DATA PROVIDED →

▽

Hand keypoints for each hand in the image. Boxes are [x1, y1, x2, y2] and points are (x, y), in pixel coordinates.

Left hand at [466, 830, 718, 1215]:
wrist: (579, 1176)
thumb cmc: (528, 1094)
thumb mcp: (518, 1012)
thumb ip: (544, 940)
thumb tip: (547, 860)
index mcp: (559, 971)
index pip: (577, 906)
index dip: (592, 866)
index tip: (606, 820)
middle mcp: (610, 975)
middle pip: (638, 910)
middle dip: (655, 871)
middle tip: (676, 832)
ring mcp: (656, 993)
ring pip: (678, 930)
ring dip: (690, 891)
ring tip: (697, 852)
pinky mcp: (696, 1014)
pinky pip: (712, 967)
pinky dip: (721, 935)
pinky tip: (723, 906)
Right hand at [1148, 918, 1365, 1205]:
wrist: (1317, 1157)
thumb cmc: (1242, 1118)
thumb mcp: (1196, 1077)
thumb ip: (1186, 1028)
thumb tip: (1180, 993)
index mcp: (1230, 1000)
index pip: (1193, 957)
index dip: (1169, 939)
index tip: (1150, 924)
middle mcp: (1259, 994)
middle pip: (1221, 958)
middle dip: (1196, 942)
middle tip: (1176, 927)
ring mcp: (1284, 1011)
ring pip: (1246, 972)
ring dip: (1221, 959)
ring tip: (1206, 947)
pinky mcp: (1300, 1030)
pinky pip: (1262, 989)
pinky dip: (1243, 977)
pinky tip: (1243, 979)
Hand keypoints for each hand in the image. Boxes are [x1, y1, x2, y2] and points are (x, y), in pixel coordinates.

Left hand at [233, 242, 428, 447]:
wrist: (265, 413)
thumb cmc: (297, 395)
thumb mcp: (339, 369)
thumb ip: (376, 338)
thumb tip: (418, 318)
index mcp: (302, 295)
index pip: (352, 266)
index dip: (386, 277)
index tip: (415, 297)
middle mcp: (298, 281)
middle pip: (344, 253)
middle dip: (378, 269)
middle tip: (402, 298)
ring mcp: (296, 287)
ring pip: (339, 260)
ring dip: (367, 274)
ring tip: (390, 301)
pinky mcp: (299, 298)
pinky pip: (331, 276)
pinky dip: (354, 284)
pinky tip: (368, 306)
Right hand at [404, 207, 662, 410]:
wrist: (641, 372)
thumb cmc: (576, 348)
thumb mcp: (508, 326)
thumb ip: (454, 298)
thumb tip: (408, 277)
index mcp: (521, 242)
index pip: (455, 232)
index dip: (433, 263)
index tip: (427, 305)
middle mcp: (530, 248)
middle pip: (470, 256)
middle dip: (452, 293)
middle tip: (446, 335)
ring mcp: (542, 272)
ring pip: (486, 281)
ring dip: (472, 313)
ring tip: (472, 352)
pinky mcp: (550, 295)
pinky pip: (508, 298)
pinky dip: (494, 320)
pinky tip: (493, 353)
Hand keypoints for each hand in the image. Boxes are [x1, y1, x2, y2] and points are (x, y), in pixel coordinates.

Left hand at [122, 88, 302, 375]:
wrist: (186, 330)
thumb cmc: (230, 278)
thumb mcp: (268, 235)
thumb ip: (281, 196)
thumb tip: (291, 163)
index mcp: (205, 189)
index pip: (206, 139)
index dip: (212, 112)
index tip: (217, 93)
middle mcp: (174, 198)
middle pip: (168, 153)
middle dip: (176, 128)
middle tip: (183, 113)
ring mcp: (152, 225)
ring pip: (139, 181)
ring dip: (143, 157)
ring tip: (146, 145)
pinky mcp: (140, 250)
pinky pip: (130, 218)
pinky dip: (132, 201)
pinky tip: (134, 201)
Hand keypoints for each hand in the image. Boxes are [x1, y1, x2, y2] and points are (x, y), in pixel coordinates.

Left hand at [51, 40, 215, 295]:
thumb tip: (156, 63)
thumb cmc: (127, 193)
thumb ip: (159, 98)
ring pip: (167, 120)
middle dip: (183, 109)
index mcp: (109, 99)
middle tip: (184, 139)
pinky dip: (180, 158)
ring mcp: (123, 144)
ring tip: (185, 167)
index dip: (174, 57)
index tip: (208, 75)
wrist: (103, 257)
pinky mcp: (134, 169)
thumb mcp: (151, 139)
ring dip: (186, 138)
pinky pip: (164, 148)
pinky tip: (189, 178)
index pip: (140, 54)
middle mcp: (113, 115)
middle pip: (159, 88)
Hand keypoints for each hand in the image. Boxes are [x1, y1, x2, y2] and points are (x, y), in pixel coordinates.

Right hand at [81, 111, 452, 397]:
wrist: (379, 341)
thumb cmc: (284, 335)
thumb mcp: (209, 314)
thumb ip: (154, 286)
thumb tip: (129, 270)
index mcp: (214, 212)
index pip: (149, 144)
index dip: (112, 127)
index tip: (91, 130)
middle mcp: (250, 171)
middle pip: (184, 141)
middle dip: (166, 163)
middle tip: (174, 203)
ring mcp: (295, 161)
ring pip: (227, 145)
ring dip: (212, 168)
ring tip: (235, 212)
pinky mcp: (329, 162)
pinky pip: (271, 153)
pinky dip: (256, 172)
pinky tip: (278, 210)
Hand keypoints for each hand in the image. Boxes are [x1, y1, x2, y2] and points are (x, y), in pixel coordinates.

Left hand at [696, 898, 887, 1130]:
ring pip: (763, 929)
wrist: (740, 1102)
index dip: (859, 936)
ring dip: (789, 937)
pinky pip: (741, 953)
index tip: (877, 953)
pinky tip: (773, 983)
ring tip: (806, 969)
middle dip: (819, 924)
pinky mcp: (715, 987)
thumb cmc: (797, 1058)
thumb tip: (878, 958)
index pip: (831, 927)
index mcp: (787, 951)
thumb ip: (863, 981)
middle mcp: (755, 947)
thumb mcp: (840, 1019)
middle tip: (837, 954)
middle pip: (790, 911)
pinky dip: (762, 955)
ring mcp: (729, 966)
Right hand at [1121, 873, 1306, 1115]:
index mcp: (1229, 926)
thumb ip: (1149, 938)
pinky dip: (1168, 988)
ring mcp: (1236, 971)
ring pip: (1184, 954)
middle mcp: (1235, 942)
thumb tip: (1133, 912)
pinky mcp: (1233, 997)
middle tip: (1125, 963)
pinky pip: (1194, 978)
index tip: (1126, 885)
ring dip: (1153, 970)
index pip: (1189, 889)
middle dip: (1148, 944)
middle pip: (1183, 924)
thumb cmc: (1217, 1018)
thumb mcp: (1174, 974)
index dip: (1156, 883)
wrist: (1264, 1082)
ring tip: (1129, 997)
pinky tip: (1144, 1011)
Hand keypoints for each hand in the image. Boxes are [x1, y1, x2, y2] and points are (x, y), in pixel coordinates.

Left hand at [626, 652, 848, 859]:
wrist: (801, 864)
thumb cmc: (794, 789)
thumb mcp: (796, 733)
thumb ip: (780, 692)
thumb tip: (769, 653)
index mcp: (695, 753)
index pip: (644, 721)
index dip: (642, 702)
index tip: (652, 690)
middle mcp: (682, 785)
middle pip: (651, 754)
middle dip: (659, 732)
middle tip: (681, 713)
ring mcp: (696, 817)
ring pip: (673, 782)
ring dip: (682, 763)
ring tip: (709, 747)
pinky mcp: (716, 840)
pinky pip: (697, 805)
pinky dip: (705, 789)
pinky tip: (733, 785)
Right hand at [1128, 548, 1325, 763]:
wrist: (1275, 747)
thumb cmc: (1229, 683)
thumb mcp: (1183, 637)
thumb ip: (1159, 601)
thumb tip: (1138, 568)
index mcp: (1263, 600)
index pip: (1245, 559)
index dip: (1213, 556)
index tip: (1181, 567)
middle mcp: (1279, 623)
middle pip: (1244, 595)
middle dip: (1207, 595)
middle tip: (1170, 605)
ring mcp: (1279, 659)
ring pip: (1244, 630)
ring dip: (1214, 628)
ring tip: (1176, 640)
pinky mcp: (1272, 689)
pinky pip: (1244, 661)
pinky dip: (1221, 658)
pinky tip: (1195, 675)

△

AIM OF THE TASK → A single number is the whole answer: the tally of lines in the entries that hold "wrist".

YOUR SOLUTION → 11